▸ **Task prompt**
Exactly the lines from the one holding "Please list the" through the final line of the data are wanted, copied as written.
═══ Source material
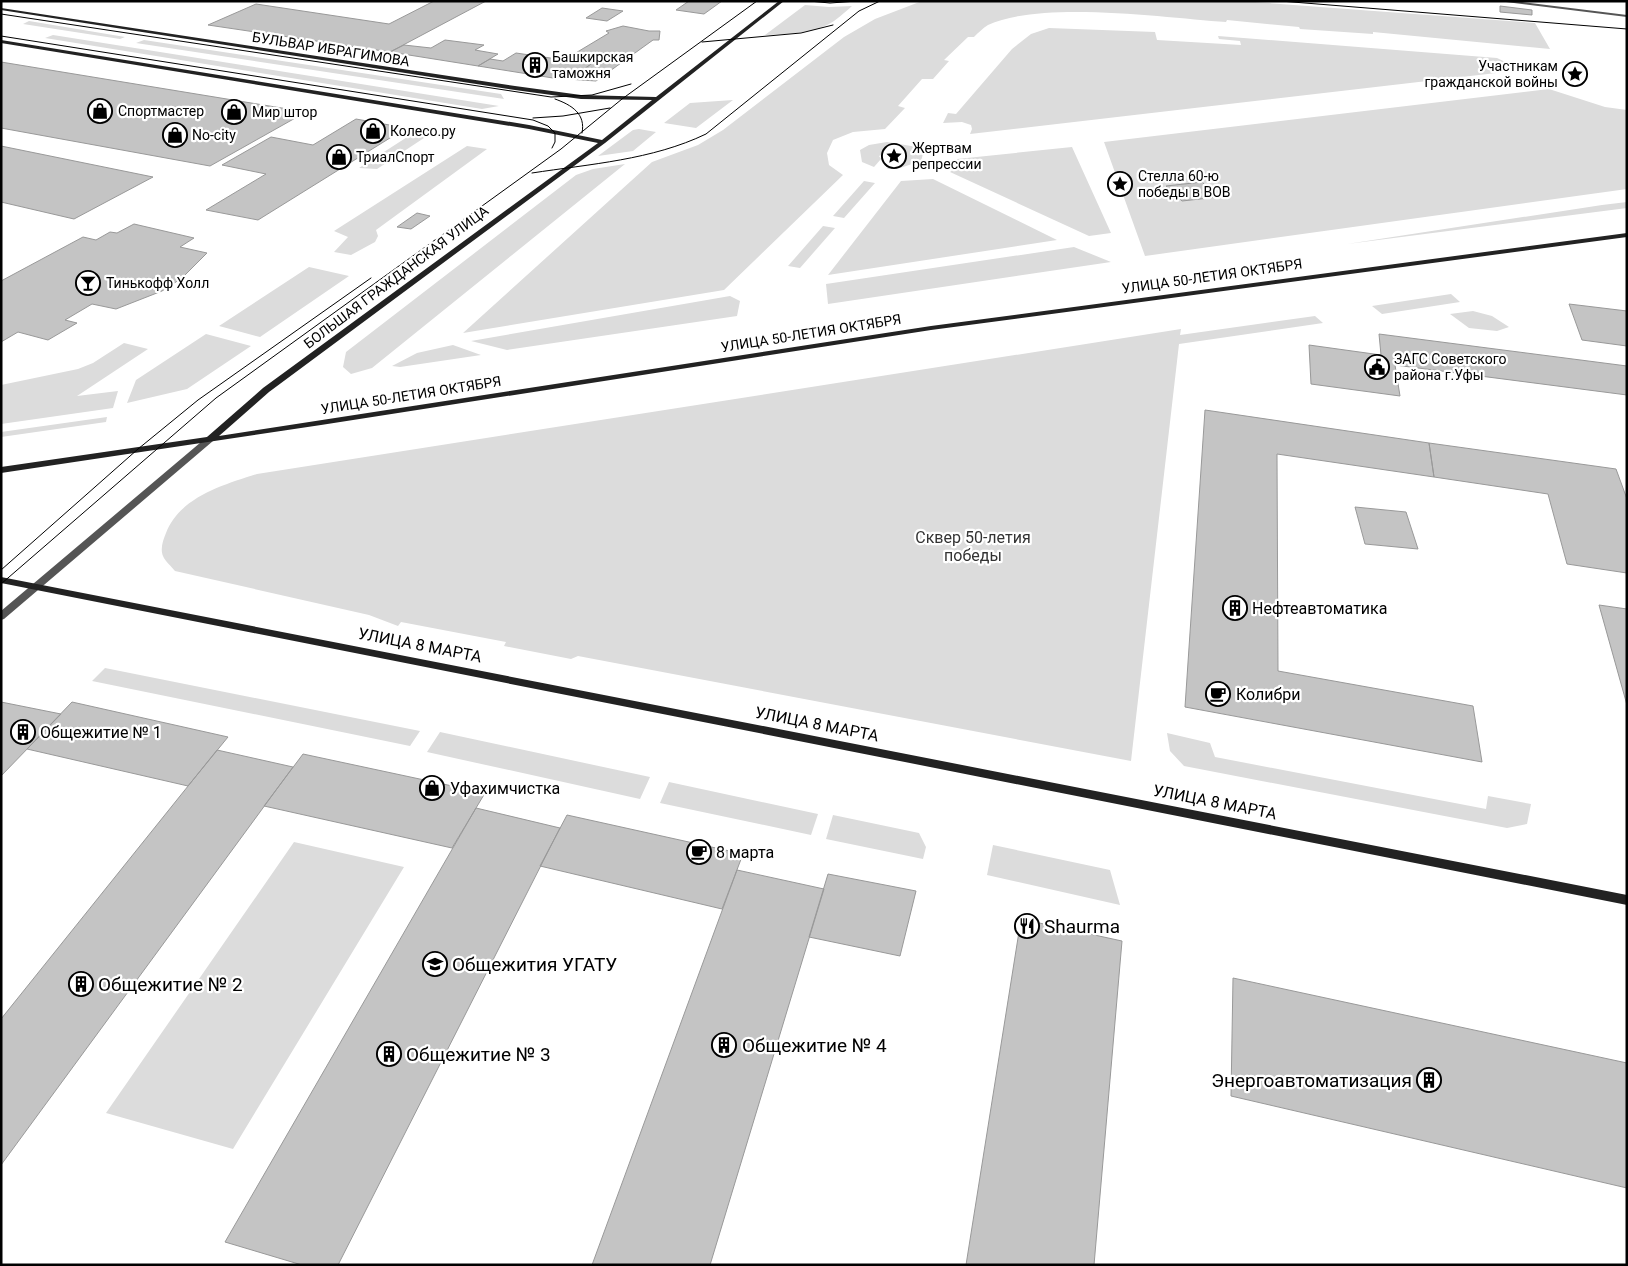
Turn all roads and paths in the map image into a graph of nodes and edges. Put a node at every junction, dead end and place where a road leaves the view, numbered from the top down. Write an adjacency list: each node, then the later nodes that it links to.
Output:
1 (782, 1): 6 (main road, БОЛЬШАЯ ГРАЖДАНСКАЯ УЛИЦА)
2 (1500, 1): 4 (street)
3 (1, 10): 6 (main road, БУЛЬВАР ИБРАГИМОВА)
4 (1627, 16)
5 (1, 41): 7 (main road)
6 (659, 99): 7 (main road, БОЛЬШАЯ ГРАЖДАНСКАЯ УЛИЦА)
7 (603, 142): 9 (main road, БОЛЬШАЯ ГРАЖДАНСКАЯ УЛИЦА)
8 (1627, 235): 9 (main road, УЛИЦА 50-ЛЕТИЯ ОКТЯБРЯ)
9 (210, 439): 10 (main road, УЛИЦА 50-ЛЕТИЯ ОКТЯБРЯ); 12 (street, БОЛЬШАЯ ГРАЖДАНСКАЯ УЛИЦА)
10 (1, 470)
11 (1, 580): 12 (main road, УЛИЦА 8 МАРТА)
12 (37, 586): 13 (street, БОЛЬШАЯ ГРАЖДАНСКАЯ УЛИЦА); 14 (main road, УЛИЦА 8 МАРТА)
13 (1, 617)
14 (1627, 900)

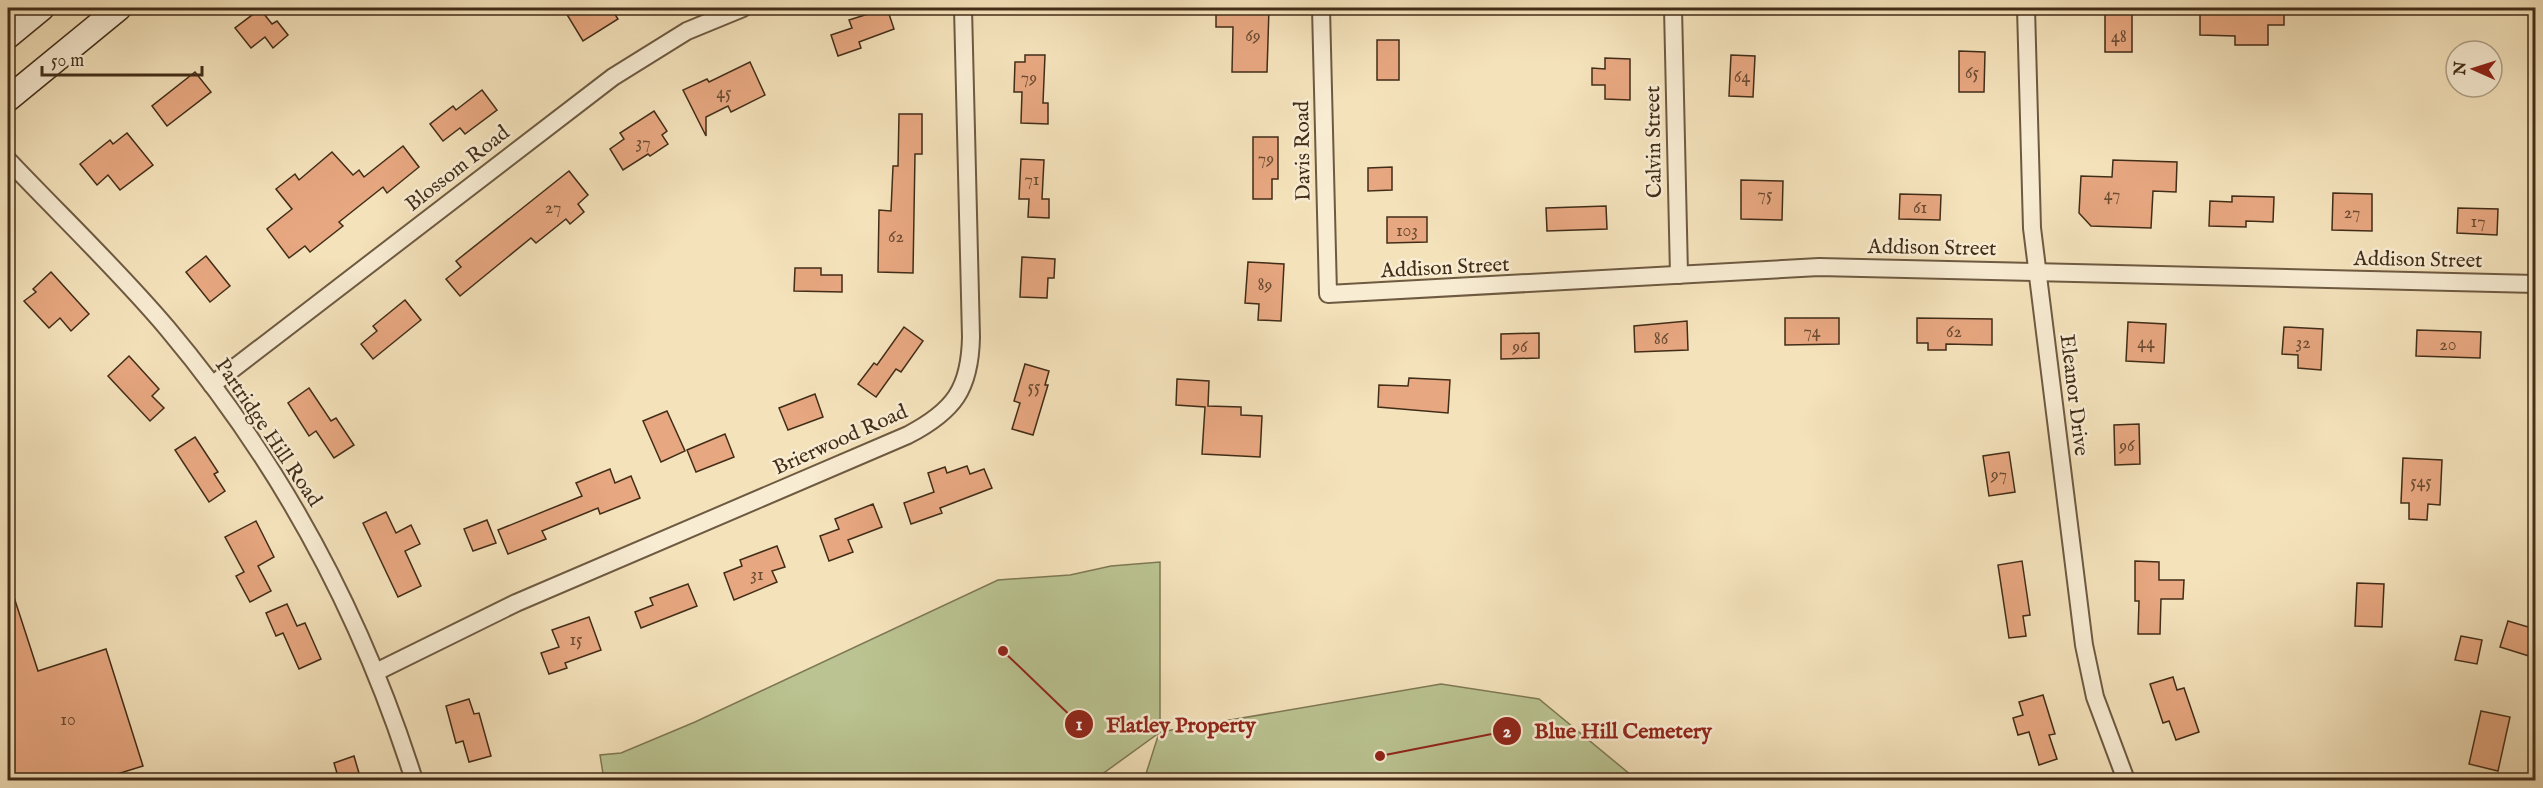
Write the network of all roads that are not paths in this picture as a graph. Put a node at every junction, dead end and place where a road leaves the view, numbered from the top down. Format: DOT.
graph roads {
  1 [pos="42,8"];
  2 [pos="119,8"];
  3 [pos="743,8"];
  4 [pos="963,8"];
  5 [pos="1321,8"];
  6 [pos="1673,8"];
  7 [pos="2026,8"];
  8 [pos="8,36"];
  9 [pos="8,99"];
  10 [pos="8,160"];
  11 [pos="2037,272"];
  12 [pos="1680,275"];
  13 [pos="2535,284"];
  14 [pos="1328,294"];
  15 [pos="212,385"];
  16 [pos="376,672"];
  17 [pos="414,780"];
  18 [pos="2126,780"];
  1 -- 8 [label="main road"];
  2 -- 9 [label="main road"];
  3 -- 15 [label="street, Blossom Road"];
  4 -- 16 [label="street, Brierwood Road"];
  5 -- 14 [label="street, Davis Road"];
  6 -- 12 [label="street, Calvin Street"];
  7 -- 11 [label="street, Eleanor Drive"];
  10 -- 15 [label="street, Partridge Hill Road"];
  11 -- 12 [label="street, Addison Street"];
  11 -- 13 [label="street, Addison Street"];
  11 -- 18 [label="street, Eleanor Drive"];
  12 -- 14 [label="street, Addison Street"];
  15 -- 16 [label="street, Partridge Hill Road"];
  16 -- 17 [label="street, Partridge Hill Road"];
}
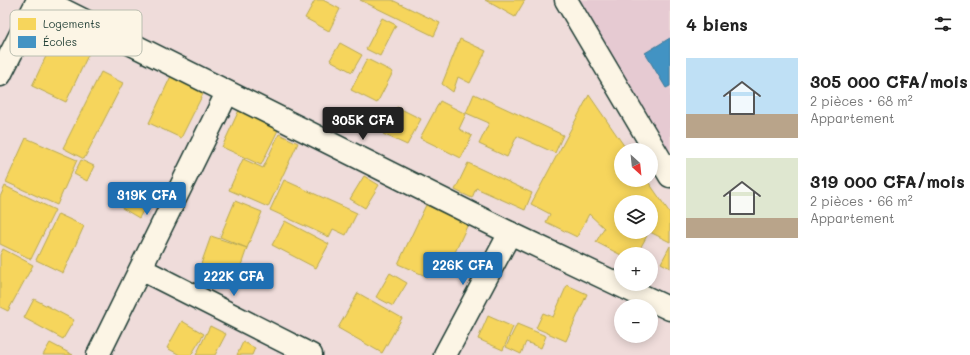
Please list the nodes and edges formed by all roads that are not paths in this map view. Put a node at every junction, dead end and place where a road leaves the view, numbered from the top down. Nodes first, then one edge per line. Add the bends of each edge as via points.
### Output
1 (38, 0) edge
2 (43, 0) edge
3 (566, 0) edge
4 (33, 10) edge
5 (63, 10) edge
6 (142, 50) edge
7 (10, 55) edge
8 (0, 75) edge
9 (227, 93) junction
10 (670, 176) edge
11 (510, 233) junction
12 (140, 269) junction
13 (670, 309) edge
14 (98, 355) edge
15 (311, 355) edge
16 (445, 355) edge

1 - 4 street
2 - 5 street
3 - 10 street
6 - 9 street
7 - 8 street
9 - 11 street
9 - 12 street
11 - 13 street
11 - 16 street
12 - 14 street
12 - 15 street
══════
▸ **Solution**
Please list the nodes and edges formed by all roads that are not paths in this map view. Put a node at every junction, dead end and place where a road leaves the view, numbered from the top down. Nodes first, then one edge per line. Add the bends of each edge as via points.
### Output
1 (38, 0) edge
2 (43, 0) edge
3 (566, 0) edge
4 (33, 10) edge
5 (63, 10) edge
6 (142, 50) edge
7 (10, 55) edge
8 (0, 75) edge
9 (227, 93) junction
10 (670, 176) edge
11 (510, 233) junction
12 (140, 269) junction
13 (670, 309) edge
14 (98, 355) edge
15 (311, 355) edge
16 (445, 355) edge

1 - 4 street
2 - 5 street
3 - 10 street
6 - 9 street
7 - 8 street
9 - 11 street
9 - 12 street
11 - 13 street
11 - 16 street
12 - 14 street
12 - 15 street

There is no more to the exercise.